Was für die Bildungsquote gemacht und den Klassiker gelesen. Wenn man sich mal durch die Einleitung gearbeitet hat, liest es sich auch erstaunlich flüssig, da darf man sich nicht abschrecken lassen.

In Utopia entwirft Thomas Morus in Form eines Reiseberichtes eine ideale Gesellschaft auf der Insel „Utopia“. Hier sind alle Menschen gleich, arbeiten gemeinsam und füreinander, leiden keinen Hunger und müssen nicht übermäßig schuften, Bildung und Kunst werden als hohes Gut gesehen und stehen allen Interessierten offen.

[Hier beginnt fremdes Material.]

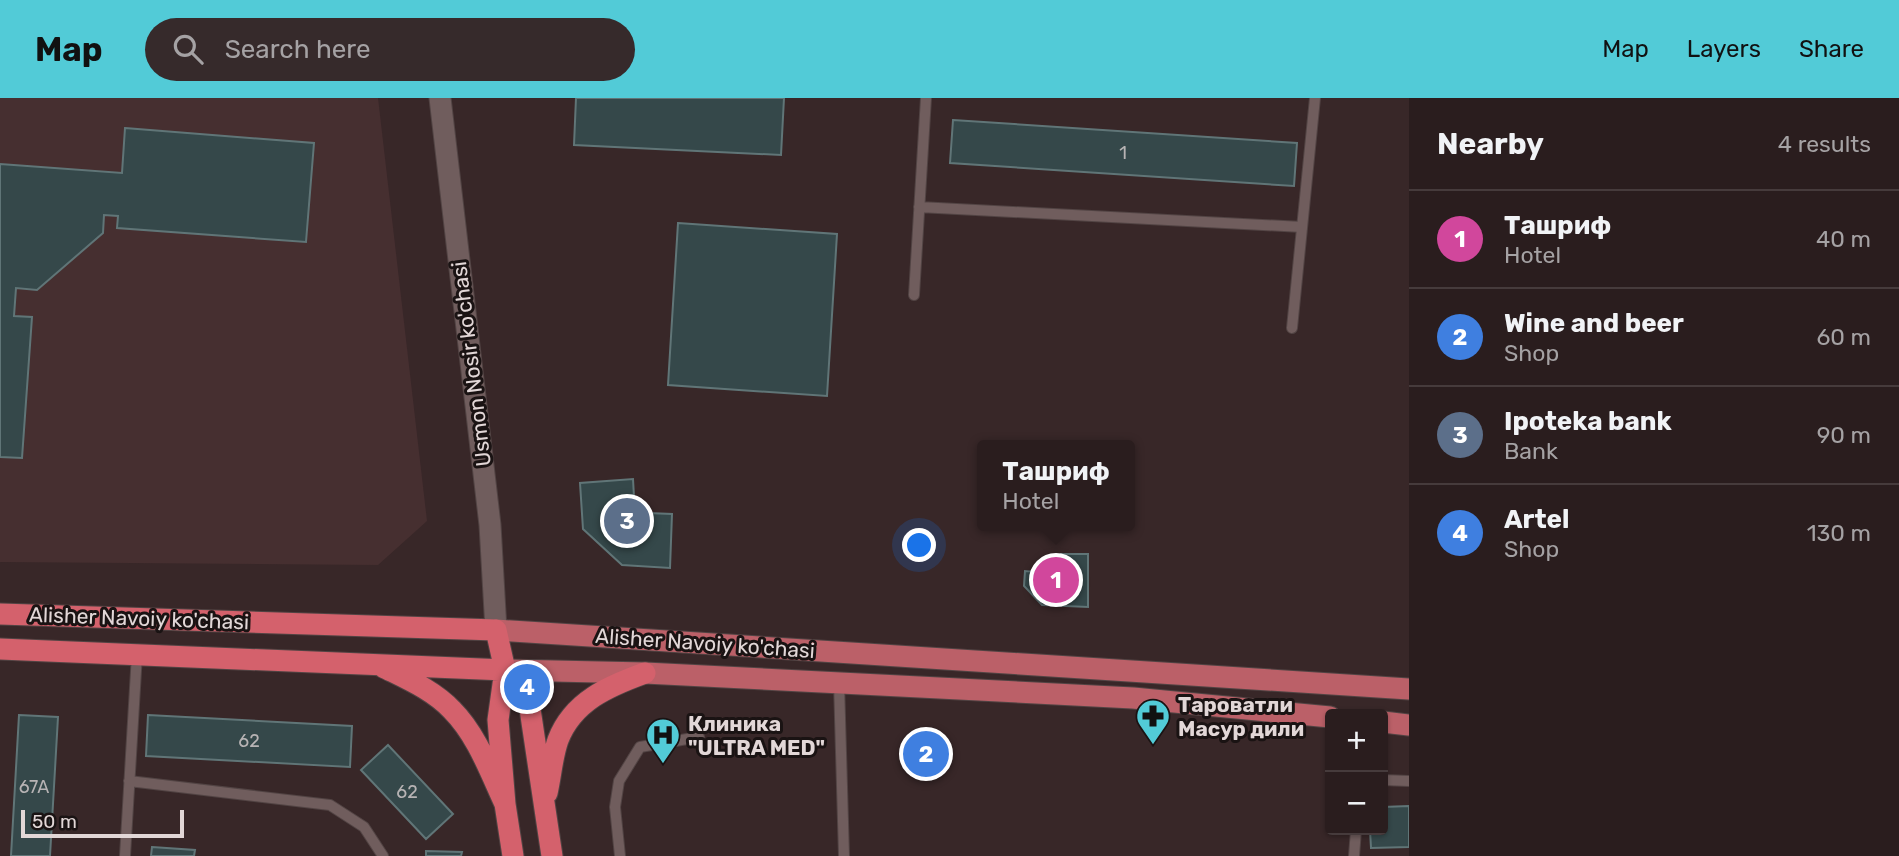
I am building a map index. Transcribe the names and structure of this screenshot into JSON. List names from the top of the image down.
{
  "streets": {
    "highway": ["Alisher Navoiy ko'chasi"],
    "street": ["Usmon Nosir ko'chasi"]
  },
  "crossings": [
    ["Usmon Nosir ko'chasi", "Alisher Navoiy ko'chasi"]
  ],
  "places": {
    "pharmacy": ["Тароватли Масур дили"],
    "hospital": ["Клиника \"ULTRA MED\""]
  },
  "house_numbers": [
    "1",
    "62",
    "67A",
    "62"
  ],
  "scale_bar": "50 m",
  "page": {
    "header": "Map",
    "search": "Search here",
    "nav": ["Map", "Layers", "Share"],
    "heading": ["Nearby", "4 results"],
    "list": [
      {
        "mark": "1",
        "name": "Ташриф",
        "note": "Hotel",
        "value": "40 m"
      },
      {
        "mark": "2",
        "name": "Wine and beer",
        "note": "Shop",
        "value": "60 m"
      },
      {
        "mark": "3",
        "name": "Ipoteka bank",
        "note": "Bank",
        "value": "90 m"
      },
      {
        "mark": "4",
        "name": "Artel",
        "note": "Shop",
        "value": "130 m"
      }
    ],
    "popup": ["Ташриф", "Hotel"],
    "pins": [
      "3",
      "1",
      "4",
      "2"
    ],
    "map_buttons": ["+", "−"],
    "scale": "50 m"
  }
}
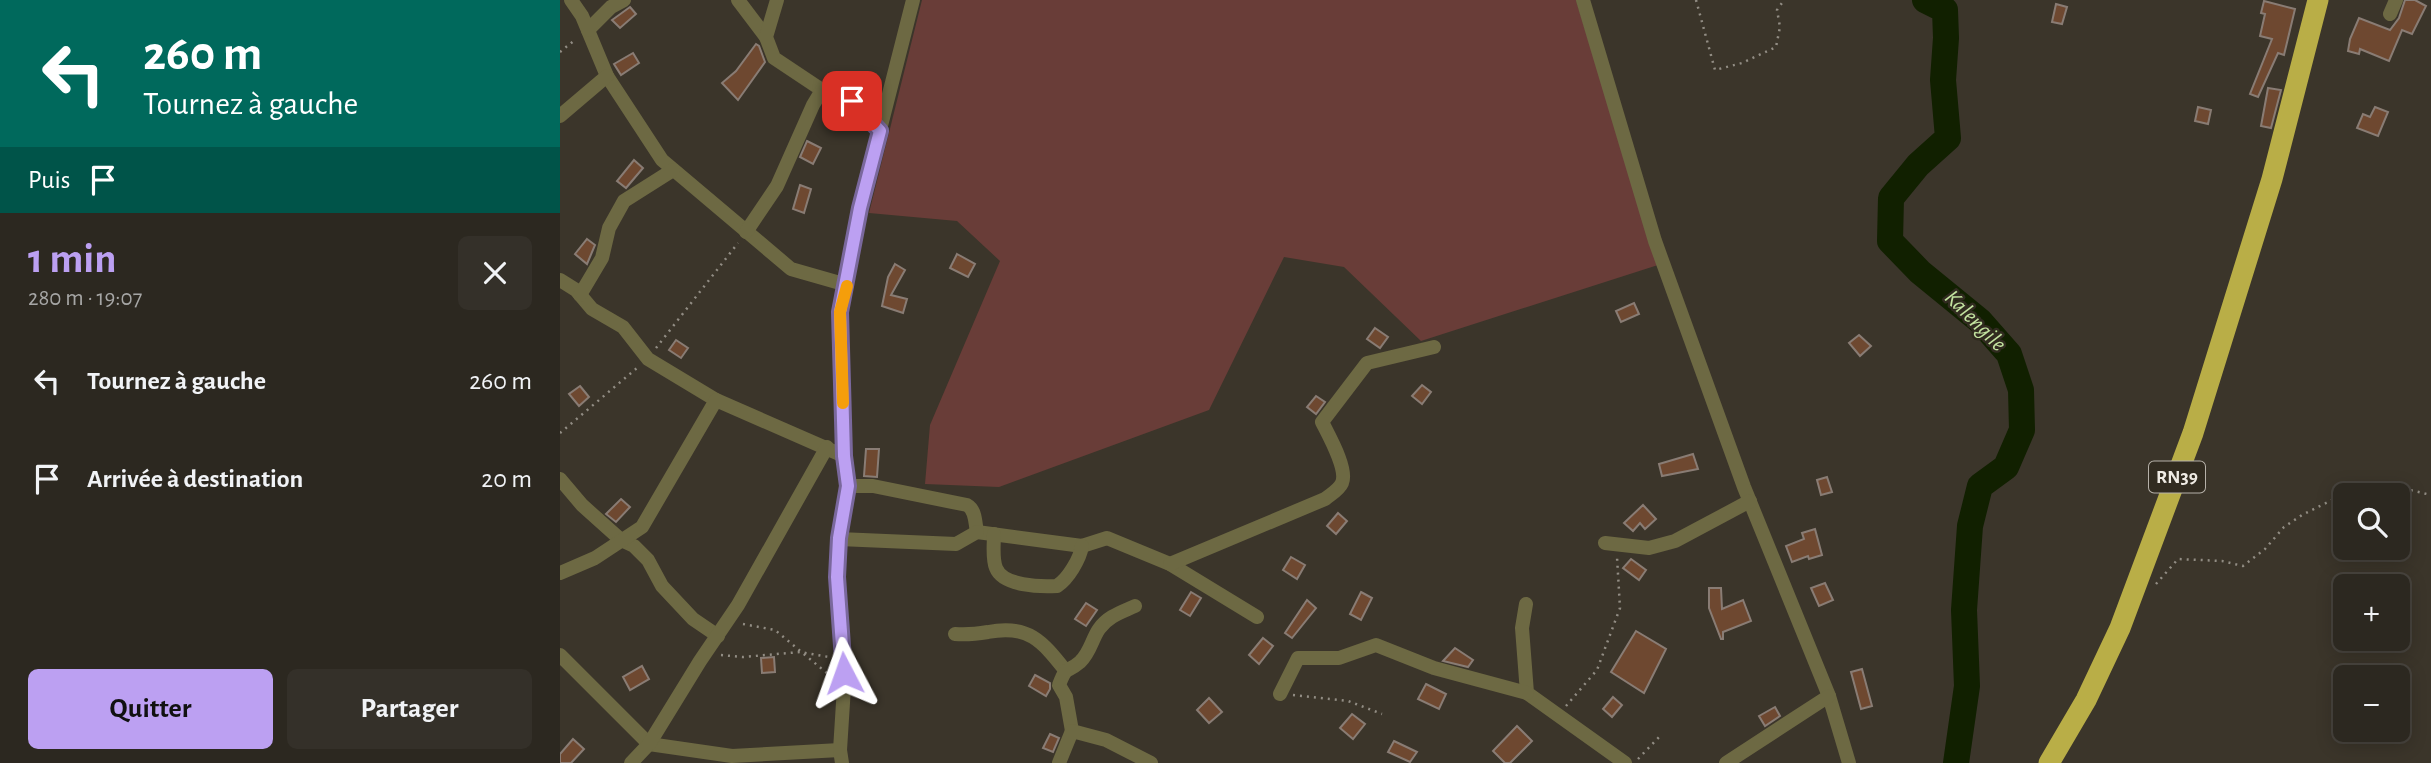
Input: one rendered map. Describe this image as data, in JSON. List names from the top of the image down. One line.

Tatsächlich ist die von Morus entworfene ideale Gesellschaft immer noch hierarchisch und patriarchisch organisiert, vieles davon wirkt heute, auch im Hinblick auf gegenwärtige Dystopieliteratur, eher wie etwas, dass man ganz sicher nicht haben will. Todesstrafe ist zwar in Utopia eher das letzte aller Mittel, aber nicht verboten, niedere Arbeiten werden von Sklaven verrichtet (die sich immerhin die Freiheit verdienen können), die Utopianer erobern auch schon mal fremdes Land, wenn sie der Meinung sind, das wäre für die Leute besser oder halt neues Land brauchen und die Frauen haben gefälligst den Männern Bericht über ihre Verfehlungen zu erstatten. Mir fehlt leider zu viel Wissen, um die Ideen Morus‘ sinnvoll in ihren geschichtlichen Kontext einzuordnen und den Grad der Progressivität einschätzen zu können. Unklar ist außerdem, wie satirisch Utopia tatsächlich gemeint war, es bleiben also einige Fragen offen, die mich aber nur neugieriger gemacht haben auf andere Klassiker der Utopieliteratur. (Frau Diener, hören Sie das?) So oder so hat sich die Lektüre also gelohnt.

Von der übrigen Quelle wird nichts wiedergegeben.